Bill and Melinda Gates bet on a bright future for Africa by 2030

January 23, 2015
3 min read

Fifteen years ago, Bill and Melinda Gates made some bets about where the world would be in 2015. They predicted they could dramatically reduce inequality "by backing innovative work in health and education." Well, it’s 2015 and the Microsoft cofounder (and super philanthropist) along with his wife have published their annual letter in which they spell out where they think (and hope) the world will be another fifteen years from now. The letter says: "The progress we've seen so far is very exciting — so exciting that we are doubling down on the bet we made 15 years ago, and picking ambitious goals for what's possible 15 years from now."

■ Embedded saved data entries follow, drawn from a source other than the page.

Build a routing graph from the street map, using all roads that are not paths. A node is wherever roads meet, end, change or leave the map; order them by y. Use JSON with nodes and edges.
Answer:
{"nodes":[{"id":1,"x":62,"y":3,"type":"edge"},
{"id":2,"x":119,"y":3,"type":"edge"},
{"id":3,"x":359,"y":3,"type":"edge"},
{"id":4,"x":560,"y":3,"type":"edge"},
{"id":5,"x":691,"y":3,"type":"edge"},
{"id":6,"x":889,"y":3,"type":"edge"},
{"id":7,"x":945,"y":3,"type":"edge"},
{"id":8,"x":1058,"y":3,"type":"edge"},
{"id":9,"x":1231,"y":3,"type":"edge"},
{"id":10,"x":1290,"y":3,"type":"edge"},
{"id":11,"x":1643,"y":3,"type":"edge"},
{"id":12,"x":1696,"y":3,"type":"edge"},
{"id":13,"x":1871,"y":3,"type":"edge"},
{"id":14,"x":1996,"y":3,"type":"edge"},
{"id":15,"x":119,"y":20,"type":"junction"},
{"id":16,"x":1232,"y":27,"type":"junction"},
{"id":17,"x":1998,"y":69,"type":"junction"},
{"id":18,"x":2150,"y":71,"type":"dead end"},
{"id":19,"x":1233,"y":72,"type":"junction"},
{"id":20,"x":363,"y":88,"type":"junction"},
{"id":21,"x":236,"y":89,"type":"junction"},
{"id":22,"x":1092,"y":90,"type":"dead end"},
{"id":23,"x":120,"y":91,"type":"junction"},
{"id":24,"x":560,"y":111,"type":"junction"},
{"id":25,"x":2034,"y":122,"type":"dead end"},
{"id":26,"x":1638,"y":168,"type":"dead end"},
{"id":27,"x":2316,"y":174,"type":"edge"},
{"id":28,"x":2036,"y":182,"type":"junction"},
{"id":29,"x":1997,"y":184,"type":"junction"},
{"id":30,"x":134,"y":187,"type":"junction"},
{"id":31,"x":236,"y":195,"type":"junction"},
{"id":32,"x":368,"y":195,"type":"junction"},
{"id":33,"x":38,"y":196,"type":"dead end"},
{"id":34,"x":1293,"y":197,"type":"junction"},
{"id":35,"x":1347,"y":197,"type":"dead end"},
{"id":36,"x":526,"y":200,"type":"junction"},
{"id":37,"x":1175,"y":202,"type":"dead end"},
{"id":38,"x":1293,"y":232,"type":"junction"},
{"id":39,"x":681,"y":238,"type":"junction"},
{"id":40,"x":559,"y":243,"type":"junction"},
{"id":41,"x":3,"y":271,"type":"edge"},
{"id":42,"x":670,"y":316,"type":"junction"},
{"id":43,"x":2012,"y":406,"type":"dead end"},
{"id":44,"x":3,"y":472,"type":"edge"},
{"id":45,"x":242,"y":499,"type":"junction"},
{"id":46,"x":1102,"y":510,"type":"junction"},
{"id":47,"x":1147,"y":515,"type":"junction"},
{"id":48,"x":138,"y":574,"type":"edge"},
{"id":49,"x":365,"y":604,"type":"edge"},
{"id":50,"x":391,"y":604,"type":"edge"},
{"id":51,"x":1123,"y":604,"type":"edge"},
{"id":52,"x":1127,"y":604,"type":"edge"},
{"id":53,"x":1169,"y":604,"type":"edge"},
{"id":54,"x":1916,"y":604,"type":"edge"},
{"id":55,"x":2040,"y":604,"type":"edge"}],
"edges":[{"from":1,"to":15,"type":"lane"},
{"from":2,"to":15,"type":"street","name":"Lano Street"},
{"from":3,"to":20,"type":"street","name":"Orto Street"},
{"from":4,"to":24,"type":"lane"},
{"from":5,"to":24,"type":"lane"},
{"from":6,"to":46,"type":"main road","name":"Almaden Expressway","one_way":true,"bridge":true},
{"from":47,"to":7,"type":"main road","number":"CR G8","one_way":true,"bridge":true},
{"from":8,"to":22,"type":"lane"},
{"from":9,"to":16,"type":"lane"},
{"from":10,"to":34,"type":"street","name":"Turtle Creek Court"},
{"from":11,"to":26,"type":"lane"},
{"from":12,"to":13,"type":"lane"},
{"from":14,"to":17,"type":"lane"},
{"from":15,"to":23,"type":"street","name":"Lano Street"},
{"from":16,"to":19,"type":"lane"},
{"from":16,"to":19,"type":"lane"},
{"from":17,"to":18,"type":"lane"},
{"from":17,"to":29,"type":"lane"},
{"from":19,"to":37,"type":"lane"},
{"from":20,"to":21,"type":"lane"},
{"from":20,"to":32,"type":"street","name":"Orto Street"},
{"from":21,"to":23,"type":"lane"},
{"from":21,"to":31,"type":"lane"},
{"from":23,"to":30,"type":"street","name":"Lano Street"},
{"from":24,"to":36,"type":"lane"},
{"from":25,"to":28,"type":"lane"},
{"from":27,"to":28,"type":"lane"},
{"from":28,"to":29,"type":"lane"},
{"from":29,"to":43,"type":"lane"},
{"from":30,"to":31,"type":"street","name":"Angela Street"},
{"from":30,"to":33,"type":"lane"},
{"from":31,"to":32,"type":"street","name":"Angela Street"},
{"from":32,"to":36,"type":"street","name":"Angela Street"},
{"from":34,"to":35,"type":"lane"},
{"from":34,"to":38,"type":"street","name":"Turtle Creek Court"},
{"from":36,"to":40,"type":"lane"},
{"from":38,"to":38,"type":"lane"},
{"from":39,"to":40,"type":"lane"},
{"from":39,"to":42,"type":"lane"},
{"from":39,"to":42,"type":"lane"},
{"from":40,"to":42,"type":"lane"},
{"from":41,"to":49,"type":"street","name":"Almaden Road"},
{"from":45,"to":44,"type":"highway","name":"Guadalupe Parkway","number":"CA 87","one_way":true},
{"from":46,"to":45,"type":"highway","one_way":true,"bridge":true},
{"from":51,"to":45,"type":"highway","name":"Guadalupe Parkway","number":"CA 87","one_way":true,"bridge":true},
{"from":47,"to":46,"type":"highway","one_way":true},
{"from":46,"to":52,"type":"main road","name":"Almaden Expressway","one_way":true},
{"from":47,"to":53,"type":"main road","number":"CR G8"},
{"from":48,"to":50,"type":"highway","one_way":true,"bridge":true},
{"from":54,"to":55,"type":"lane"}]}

This idea of a "bet" is inspired by Gates' long-time friendship with fellow Microsoft co-founder Paul Allen. Forty years ago, the two of them bet that the PC would transform the way people worked and played around the world. The letter says: "This bet wasn't exactly a wager; it was an opportunity to make computers personal and empower people through the magic of software.” People thought they were crazy then, but look where we are now.

This year, the power couple is making another big bet: that "the lives of people in poor countries will improve faster in the next 15 years than at any other time in history. And their lives will improve more than anyone else's."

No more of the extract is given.